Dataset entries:
=== Begin Enclosure ===
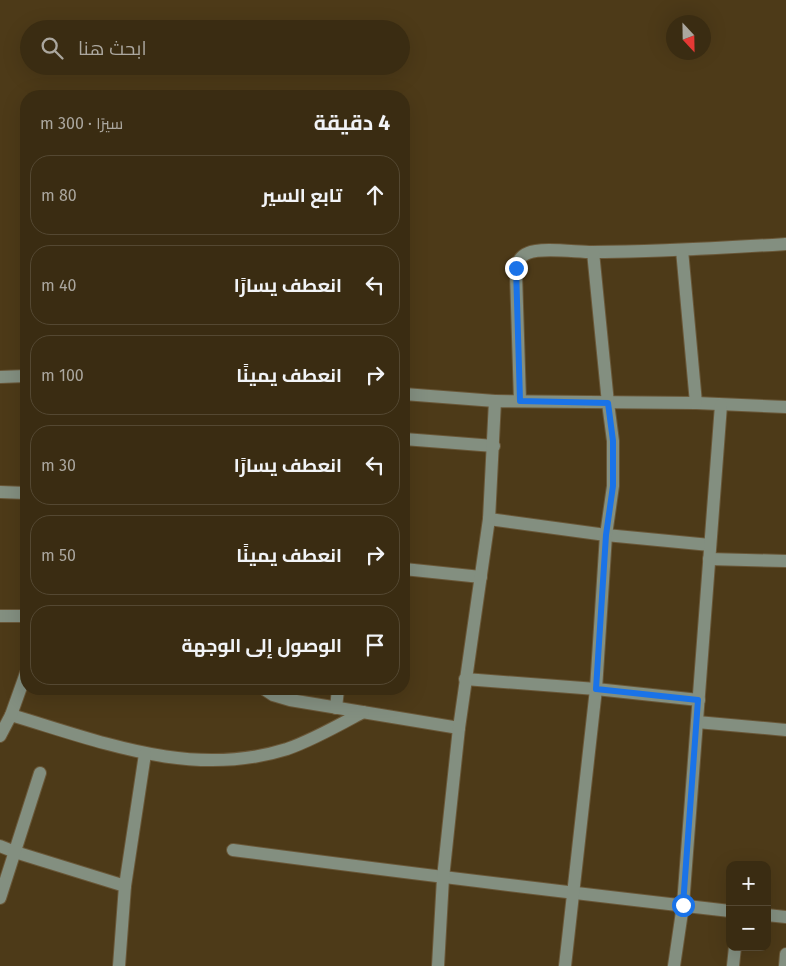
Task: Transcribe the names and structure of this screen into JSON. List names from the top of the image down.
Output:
{
  "north": "bottom",
  "page": {
    "search": "ابحث هنا",
    "heading": ["4 دقيقة", "سيرًا · 300 m"],
    "list": [
      ["تابع السير", "80 m"],
      ["انعطف يسارًا", "40 m"],
      ["انعطف يمينًا", "100 m"],
      ["انعطف يسارًا", "30 m"],
      ["انعطف يمينًا", "50 m"],
      "الوصول إلى الوجهة"
    ],
    "map_buttons": ["+", "−"]
  }
}
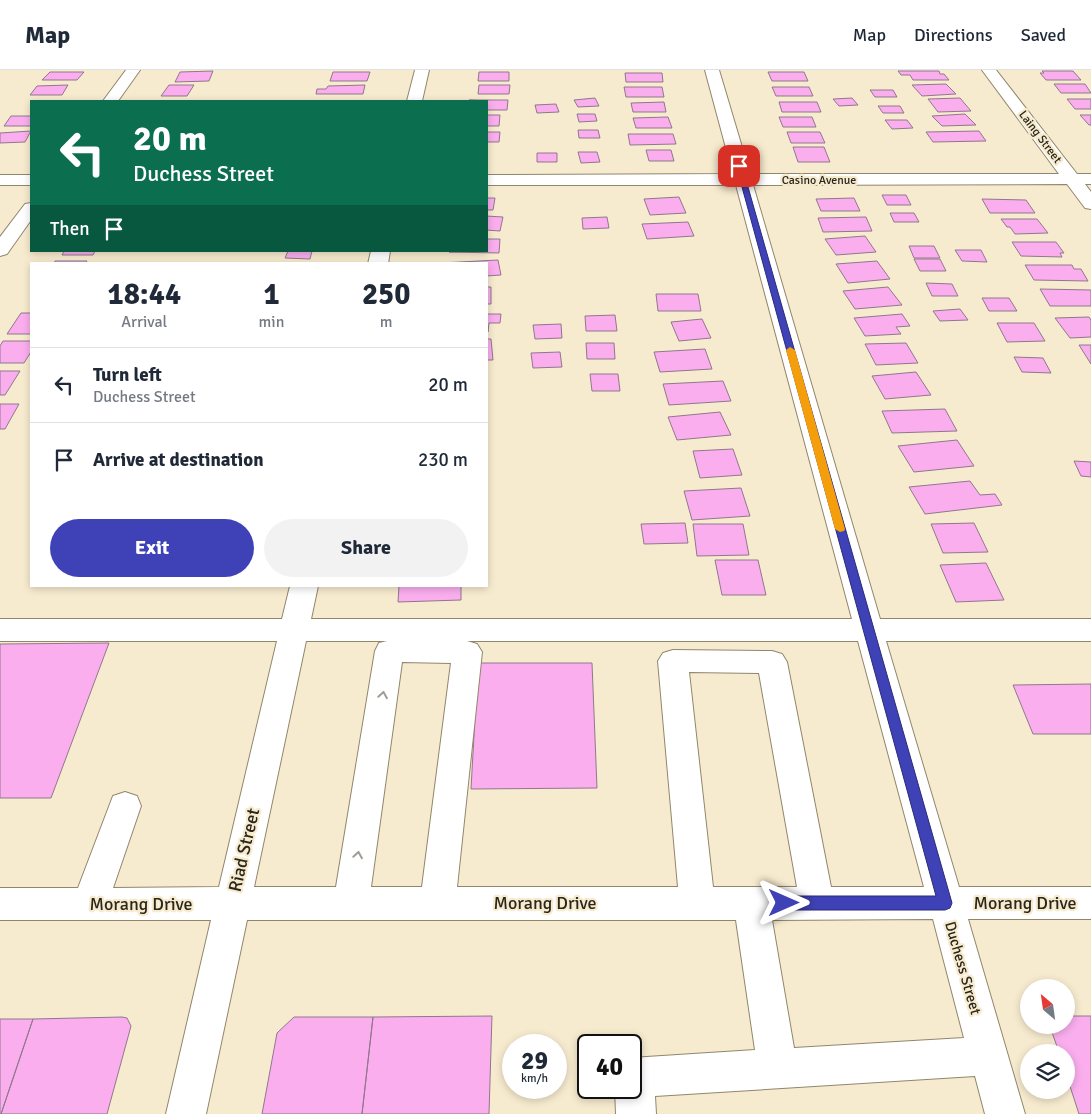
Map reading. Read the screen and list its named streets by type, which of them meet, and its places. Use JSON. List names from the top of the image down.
{
  "streets": {
    "street": [
      "Laing Street",
      "Casino Avenue",
      "Riad Street",
      "Morang Drive",
      "Duchess Street"
    ]
  },
  "crossings": [
    ["Laing Street", "Casino Avenue"],
    ["Casino Avenue", "Duchess Street"],
    ["Riad Street", "Morang Drive"],
    ["Morang Drive", "Duchess Street"]
  ],
  "north": "top left",
  "page": {
    "header": "Map",
    "nav": ["Map", "Directions", "Saved"],
    "turn": ["20 m", "Duchess Street"],
    "then": "Then",
    "eta": [
      "18:44",
      "Arrival",
      "1",
      "min",
      "250",
      "m"
    ],
    "list": [
      {
        "name": "Turn left",
        "note": "Duchess Street",
        "value": "20 m"
      },
      {
        "name": "Arrive at destination",
        "value": "230 m"
      }
    ],
    "buttons": ["Exit", "Share"],
    "speed": "29 km/h",
    "limit": "40"
  }
}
=== End Enclosure ===
What the task asks:
Your copy should hold every entry exactly as written, but none of the pictures.

Answer:
Task: Transcribe the names and structure of this screen into JSON. List names from the top of the image down.
Output:
{
  "north": "bottom",
  "page": {
    "search": "ابحث هنا",
    "heading": ["4 دقيقة", "سيرًا · 300 m"],
    "list": [
      ["تابع السير", "80 m"],
      ["انعطف يسارًا", "40 m"],
      ["انعطف يمينًا", "100 m"],
      ["انعطف يسارًا", "30 m"],
      ["انعطف يمينًا", "50 m"],
      "الوصول إلى الوجهة"
    ],
    "map_buttons": ["+", "−"]
  }
}
Map reading. Read the screen and list its named streets by type, which of them meet, and its places. Use JSON. List names from the top of the image down.
{
  "streets": {
    "street": [
      "Laing Street",
      "Casino Avenue",
      "Riad Street",
      "Morang Drive",
      "Duchess Street"
    ]
  },
  "crossings": [
    ["Laing Street", "Casino Avenue"],
    ["Casino Avenue", "Duchess Street"],
    ["Riad Street", "Morang Drive"],
    ["Morang Drive", "Duchess Street"]
  ],
  "north": "top left",
  "page": {
    "header": "Map",
    "nav": ["Map", "Directions", "Saved"],
    "turn": ["20 m", "Duchess Street"],
    "then": "Then",
    "eta": [
      "18:44",
      "Arrival",
      "1",
      "min",
      "250",
      "m"
    ],
    "list": [
      {
        "name": "Turn left",
        "note": "Duchess Street",
        "value": "20 m"
      },
      {
        "name": "Arrive at destination",
        "value": "230 m"
      }
    ],
    "buttons": ["Exit", "Share"],
    "speed": "29 km/h",
    "limit": "40"
  }
}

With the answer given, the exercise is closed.